Audio By Carbonatix
One of the songs that the funky Fort Lauderdale trio Hashbrown is recording for its untitled forthcoming album is called “All Familiar.” In fact the band can be viewed as an “all familiar” staple of the Broward scene, considering how it has played on the local circuit for the past seven years. But as its members explain during an interview at their rehearsal spot and bunker in North Lauderdale, the “all familiar” they’re talking about has more to do with the expectations of the audiences they’ve faced than them.
“It’s about not having to take requests constantly,” says bassist Clarence “Jay” Spencer. When he’s onstage during a Hashbrown concert, Spencer taps out funky notes, sings, and holds the tension between Rick Kanner’s straightforward drumming and the different colors produced by Duncan Cameron’s guitar. “You destroy, and tear the house down, and somebody will be like, ‘Oh, that was great!’ We’d go like, ‘Thanks!’ And he’d go like, ‘You know “Use Me Up” by Bill Withers? No? Hmmm, do you know “Let Love Rule” by Lenny Kravitz? No? Any Bob Marley?’ We’re always like, ‘Some, but we’re not gonna play it right now.'”
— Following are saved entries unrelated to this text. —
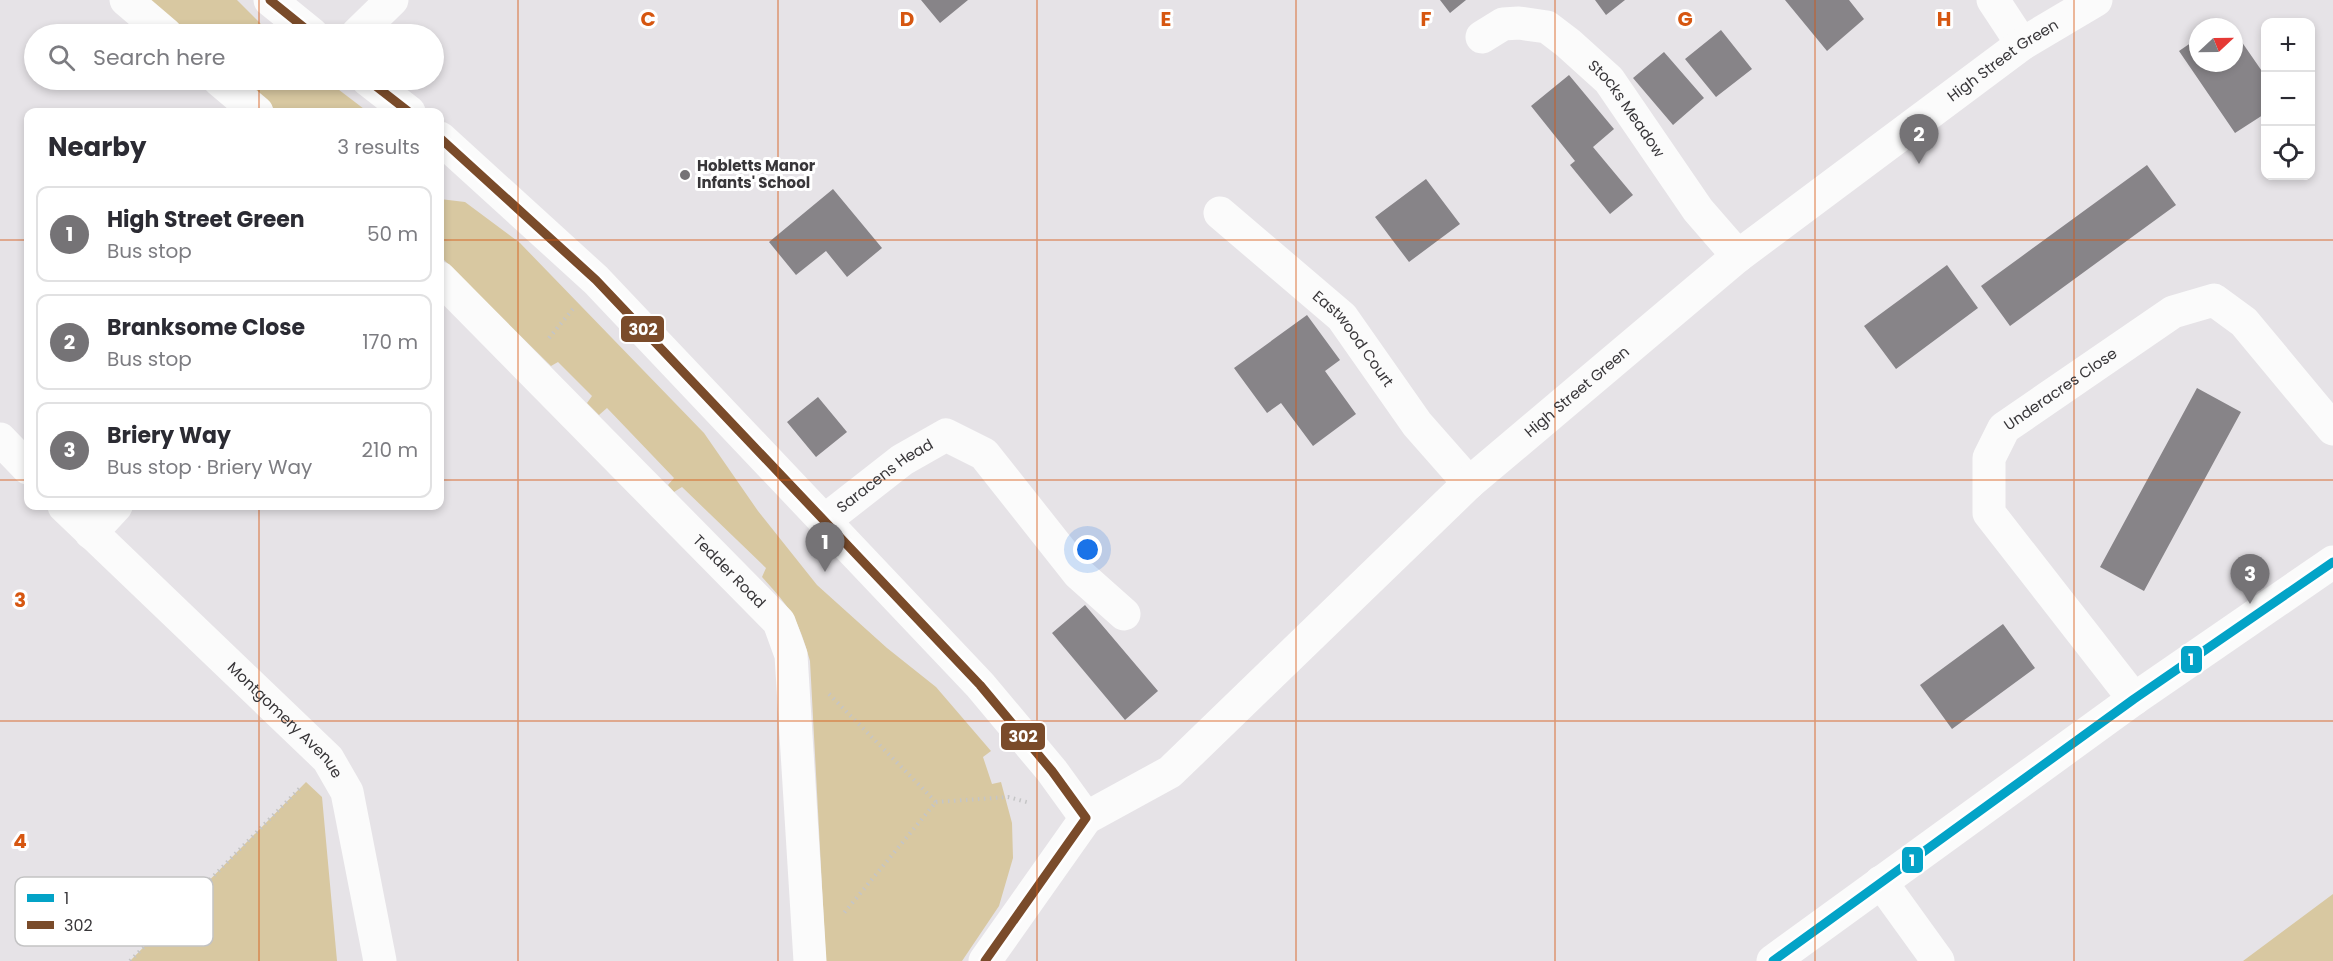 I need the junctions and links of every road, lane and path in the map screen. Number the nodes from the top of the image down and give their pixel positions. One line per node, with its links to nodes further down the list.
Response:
1 (126, 0): 6 (street)
2 (270, 0): 7 (street)
3 (392, 0): 8 (street)
4 (1993, 0): 10 (street)
5 (2096, 0): 10 (street, High Street Green)
6 (154, 24)
7 (300, 24)
8 (367, 24)
9 (1482, 37): 17 (street, Stocks Meadow)
10 (2022, 44): 17 (street, High Street Green)
11 (231, 90): 13 (street)
12 (381, 90): 14 (street)
13 (252, 108)
14 (404, 108)
15 (444, 142): 18 (street)
16 (1220, 213): 24 (street, Eastwood Court)
17 (1738, 256): 24 (street, High Street Green)
18 (596, 280): 20 (path); 27 (street)
19 (444, 282): 20 (street, Tedder Road)
20 (527, 365): 31 (street, Tedder Road)
21 (2333, 429): 32 (street, Underacres Close)
22 (0, 439): 23 (street)
23 (24, 464)
24 (1469, 483): 35 (street, High Street Green)
25 (68, 510): 28 (street, Montgomery Avenue)
26 (112, 510): 28 (street)
27 (824, 520): 30 (street, Saracens Head); 35 (street)
28 (91, 533): 33 (street, Montgomery Avenue)
29 (2333, 562): 32 (street)
30 (1124, 614)
31 (790, 656): 34 (path); 39 (street, Tedder Road)
32 (2134, 699): 37 (street)
33 (328, 759): 36 (path); 41 (street, Montgomery Avenue)
34 (936, 802): 35 (path); 39 (path)
35 (1086, 818): 42 (street)
36 (212, 877)
37 (1881, 882): 43 (street); 44 (street)
38 (145, 946): 40 (path)
39 (810, 957)
40 (130, 961)
41 (380, 961)
42 (985, 961)
43 (1773, 961)
44 (1938, 961) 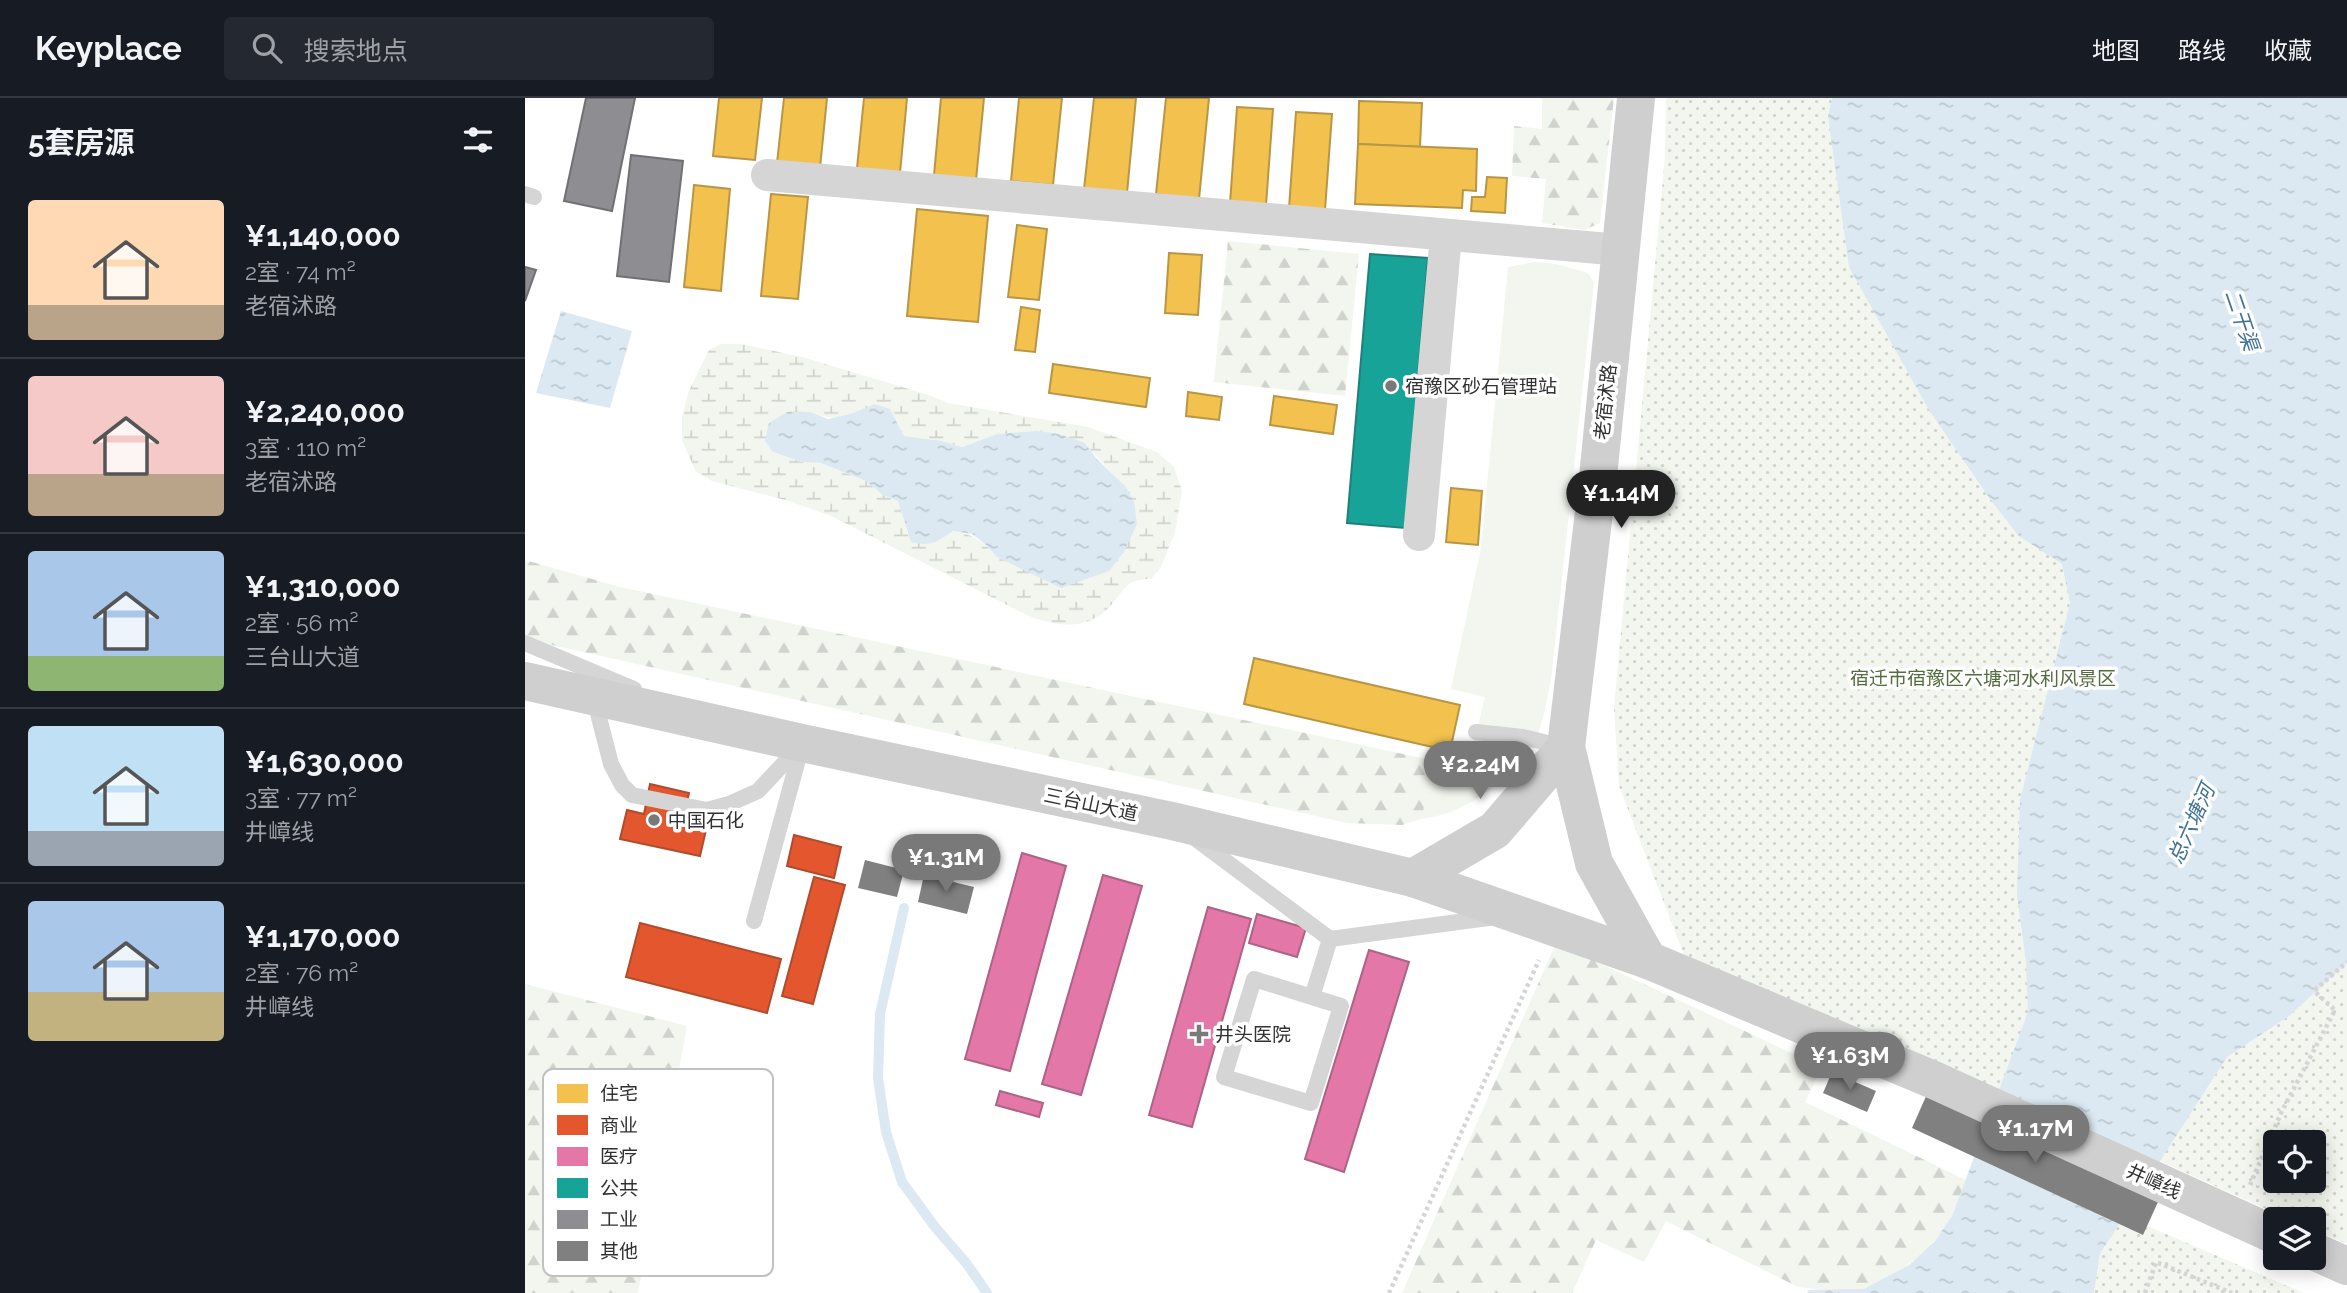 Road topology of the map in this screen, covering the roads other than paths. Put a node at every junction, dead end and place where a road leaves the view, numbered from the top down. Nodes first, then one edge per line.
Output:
1 (1636, 98) edge
2 (767, 175) dead end
3 (1446, 235) junction
4 (1621, 250) junction
5 (1419, 535) dead end
6 (525, 643) edge
7 (525, 681) edge
8 (593, 696) junction
9 (717, 723) junction
10 (1476, 732) dead end
11 (803, 743) junction
12 (1566, 747) junction
13 (1172, 821) junction
14 (1413, 878) junction
15 (1517, 914) junction
16 (754, 921) dead end
17 (1330, 939) junction
18 (1649, 960) junction
19 (1312, 997) junction
20 (2263, 1230) edge
21 (2326, 1257) edge
22 (2347, 1266) edge

1 - 4 main road, 老宿沭路
2 - 3 street
3 - 4 street
3 - 5 street
4 - 12 main road, 老宿沭路
6 - 9 lane
7 - 8 main road, 三台山大道
8 - 9 main road, 三台山大道
8 - 11 lane
9 - 11 main road, 三台山大道
10 - 12 lane
11 - 13 main road, 三台山大道
11 - 16 lane
12 - 14 main road
12 - 18 main road, 老宿沭路
13 - 14 main road, 三台山大道
13 - 17 lane
14 - 15 main road, 三台山大道
15 - 17 lane
15 - 18 main road, 三台山大道
17 - 19 lane
18 - 20 main road, 井嶂线
19 - 19 lane
21 - 22 main road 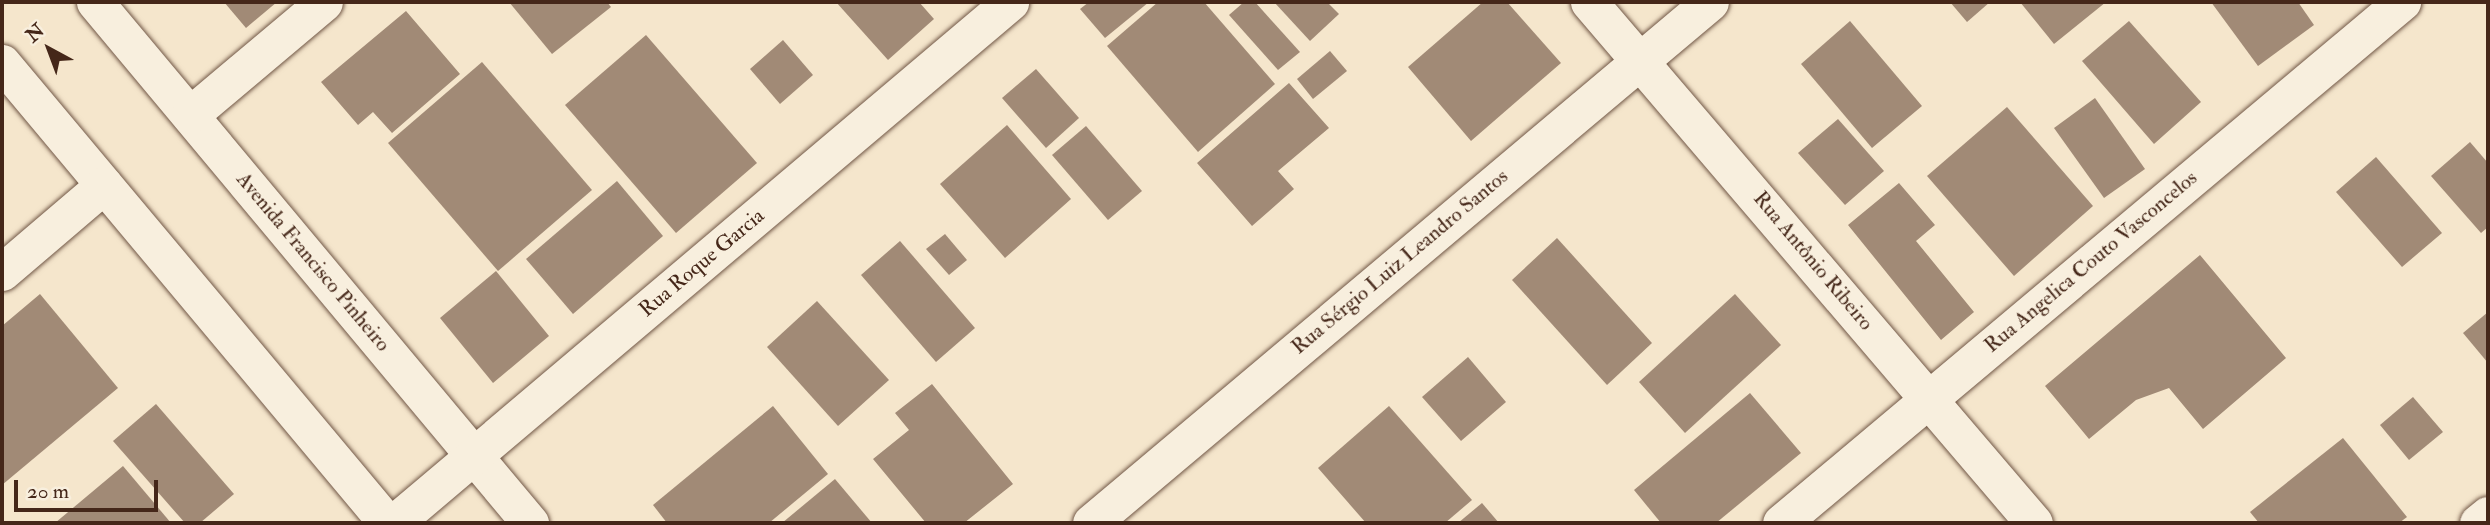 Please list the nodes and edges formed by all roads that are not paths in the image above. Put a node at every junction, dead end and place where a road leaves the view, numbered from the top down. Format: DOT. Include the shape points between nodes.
graph roads {
  1 [pos="95,2"];
  2 [pos="324,2"];
  3 [pos="1010,2"];
  4 [pos="1589,2"];
  5 [pos="1710,2"];
  6 [pos="2402,2"];
  7 [pos="1641,59"];
  8 [pos="2,64"];
  9 [pos="190,115"];
  10 [pos="104,185"];
  11 [pos="2,272"];
  12 [pos="1929,397"];
  13 [pos="474,456"];
  14 [pos="2488,515"];
  15 [pos="387,523"];
  16 [pos="394,523"];
  17 [pos="530,523"];
  18 [pos="1091,523"];
  19 [pos="1781,523"];
  20 [pos="2034,523"];
  21 [pos="2478,523"];
  1 -- 9 [label="street, Avenida Francisco Pinheiro"];
  2 -- 9 [label="street"];
  3 -- 13 [label="street, Rua Roque Garcia"];
  4 -- 7 [label="street, Rua Antônio Ribeiro"];
  5 -- 7 [label="street, Rua Sérgio Luiz Leandro Santos"];
  6 -- 12 [label="street, Rua Angelica Couto Vasconcelos"];
  7 -- 12 [label="street, Rua Antônio Ribeiro"];
  7 -- 18 [label="street, Rua Sérgio Luiz Leandro Santos"];
  8 -- 10 [label="street"];
  9 -- 13 [label="street, Avenida Francisco Pinheiro"];
  10 -- 11 [label="street"];
  10 -- 15 [label="street"];
  12 -- 19 [label="street, Rua Angelica Couto Vasconcelos"];
  12 -- 20 [label="street, Rua Antônio Ribeiro"];
  13 -- 16 [label="street, Rua Roque Garcia"];
  13 -- 17 [label="street, Avenida Francisco Pinheiro"];
  14 -- 21 [label="street"];
}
For the past seven years, Hashbrown has built a reputation based on two independent albums and survived some “creative differences.” Those differences, which Cameron politely summarized as contrasting goals and expectations in life, led to the replacement of drummer Wayne Walters a few months before the release of their second album, Miles to Go, and turntablist Brian “Boogie Waters” Cook’s departure shortly afterward. Still New Times Broward-Palm Beach joined other local print and online publications in calling Miles to Go “unquestionably one of the finest Broward-based albums from last year,” an interesting combination of funk hooks, power trio rock, and experimental and jazzy passages.
But please don’t compare Hashbrown with Living Colour. “Not because I don’t like LC,” points out Cameron, who stops strumming his guitar to make this clear. “I think we do something completely different from them, and just to equate it by color, whatever it is that we do … it’s like saying we’re like Fishbone … or Hendrix.”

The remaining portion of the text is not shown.